PROMPT -> Give all of the listing again word for word, with images excluded.

RECORDS PROVIDED ->
[Start of section]

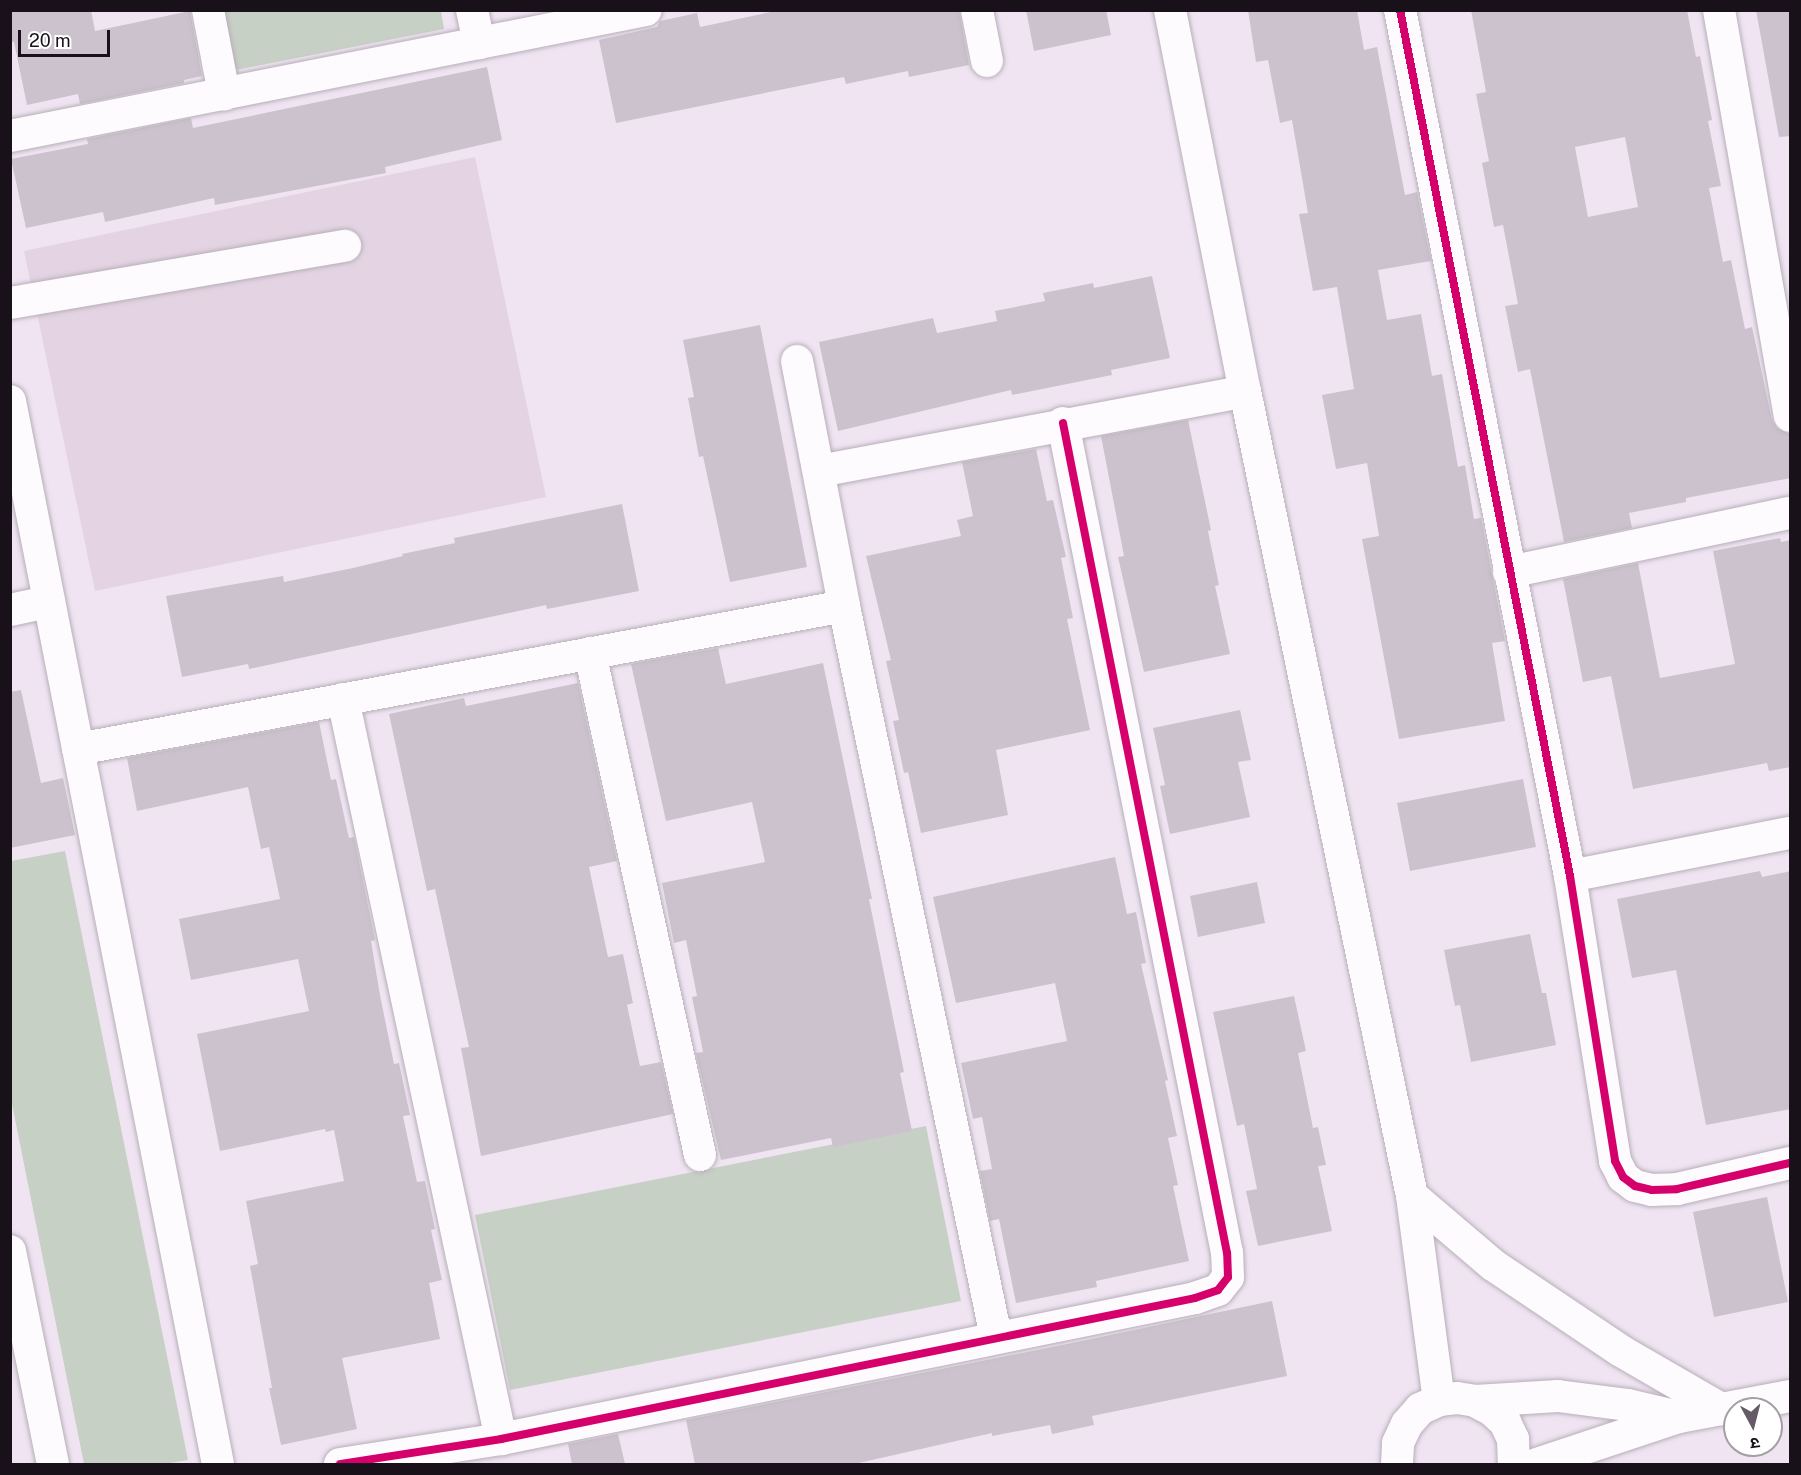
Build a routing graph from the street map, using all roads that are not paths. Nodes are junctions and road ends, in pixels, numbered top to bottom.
1 (208, 10) edge
2 (472, 10) edge
3 (646, 10) edge
4 (977, 10) edge
5 (1170, 10) edge
6 (1400, 10) edge
7 (1719, 10) edge
8 (479, 43) junction
9 (987, 61) dead end
10 (224, 94) junction
11 (10, 136) edge
12 (345, 246) dead end
13 (10, 303) edge
14 (797, 360) dead end
15 (1245, 390) junction
16 (10, 401) edge
17 (1791, 416) edge
18 (1063, 423) junction
19 (819, 471) junction
20 (1791, 513) edge
21 (1509, 572) junction
22 (50, 602) junction
23 (844, 606) junction
24 (10, 610) edge
25 (590, 653) junction
26 (343, 699) junction
27 (78, 749) junction
28 (1791, 832) edge
29 (1570, 876) junction
30 (700, 1155) dead end
31 (1791, 1163) edge
32 (1412, 1196) junction
33 (10, 1251) edge
34 (996, 1337) junction
35 (1791, 1396) edge
36 (1439, 1400) junction
37 (1475, 1401) junction
38 (1721, 1409) junction
39 (1679, 1417) junction
40 (501, 1439) junction
41 (53, 1464) edge
42 (218, 1464) edge
43 (340, 1464) edge
44 (1393, 1464) edge
45 (1514, 1464) edge
46 (1537, 1464) edge

1 - 10 street
2 - 8 street
3 - 8 street
4 - 9 street
5 - 15 street
6 - 21 street
7 - 17 street
8 - 10 street
10 - 11 street
12 - 13 street
14 - 19 street
15 - 18 street
15 - 32 street
16 - 22 street
18 - 19 street
18 - 34 street
19 - 23 street
20 - 21 street
21 - 29 street
22 - 24 street
22 - 27 street
23 - 25 street
23 - 34 street
25 - 26 street
25 - 30 street
26 - 27 street
26 - 40 street
27 - 42 street
28 - 29 street
29 - 31 street
32 - 36 street
32 - 38 street
33 - 41 street
34 - 40 street
35 - 38 street
36 - 37 street
36 - 44 street
37 - 39 street
37 - 45 street
38 - 39 street
39 - 46 street
40 - 43 street

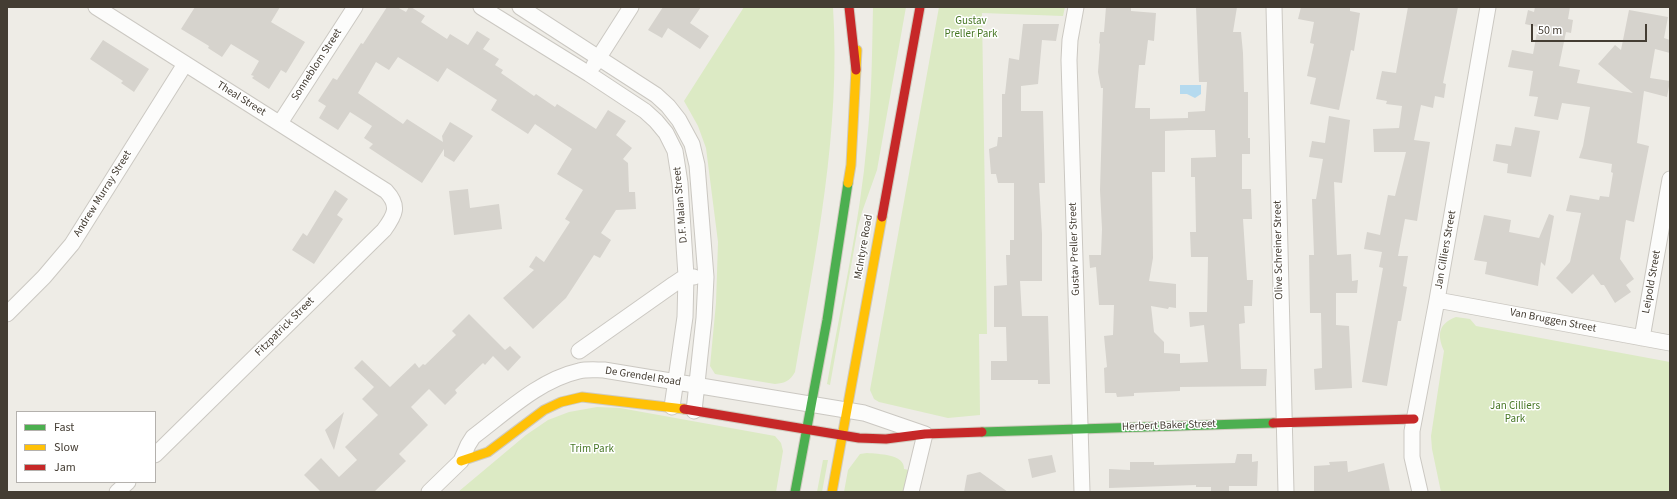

[End of section]

TASK SOLUTION ->
Build a routing graph from the street map, using all roads that are not paths. Nodes are junctions and road ends, in pixels, numbered top to bottom.
1 (208, 10) edge
2 (472, 10) edge
3 (646, 10) edge
4 (977, 10) edge
5 (1170, 10) edge
6 (1400, 10) edge
7 (1719, 10) edge
8 (479, 43) junction
9 (987, 61) dead end
10 (224, 94) junction
11 (10, 136) edge
12 (345, 246) dead end
13 (10, 303) edge
14 (797, 360) dead end
15 (1245, 390) junction
16 (10, 401) edge
17 (1791, 416) edge
18 (1063, 423) junction
19 (819, 471) junction
20 (1791, 513) edge
21 (1509, 572) junction
22 (50, 602) junction
23 (844, 606) junction
24 (10, 610) edge
25 (590, 653) junction
26 (343, 699) junction
27 (78, 749) junction
28 (1791, 832) edge
29 (1570, 876) junction
30 (700, 1155) dead end
31 (1791, 1163) edge
32 (1412, 1196) junction
33 (10, 1251) edge
34 (996, 1337) junction
35 (1791, 1396) edge
36 (1439, 1400) junction
37 (1475, 1401) junction
38 (1721, 1409) junction
39 (1679, 1417) junction
40 (501, 1439) junction
41 (53, 1464) edge
42 (218, 1464) edge
43 (340, 1464) edge
44 (1393, 1464) edge
45 (1514, 1464) edge
46 (1537, 1464) edge

1 - 10 street
2 - 8 street
3 - 8 street
4 - 9 street
5 - 15 street
6 - 21 street
7 - 17 street
8 - 10 street
10 - 11 street
12 - 13 street
14 - 19 street
15 - 18 street
15 - 32 street
16 - 22 street
18 - 19 street
18 - 34 street
19 - 23 street
20 - 21 street
21 - 29 street
22 - 24 street
22 - 27 street
23 - 25 street
23 - 34 street
25 - 26 street
25 - 30 street
26 - 27 street
26 - 40 street
27 - 42 street
28 - 29 street
29 - 31 street
32 - 36 street
32 - 38 street
33 - 41 street
34 - 40 street
35 - 38 street
36 - 37 street
36 - 44 street
37 - 39 street
37 - 45 street
38 - 39 street
39 - 46 street
40 - 43 street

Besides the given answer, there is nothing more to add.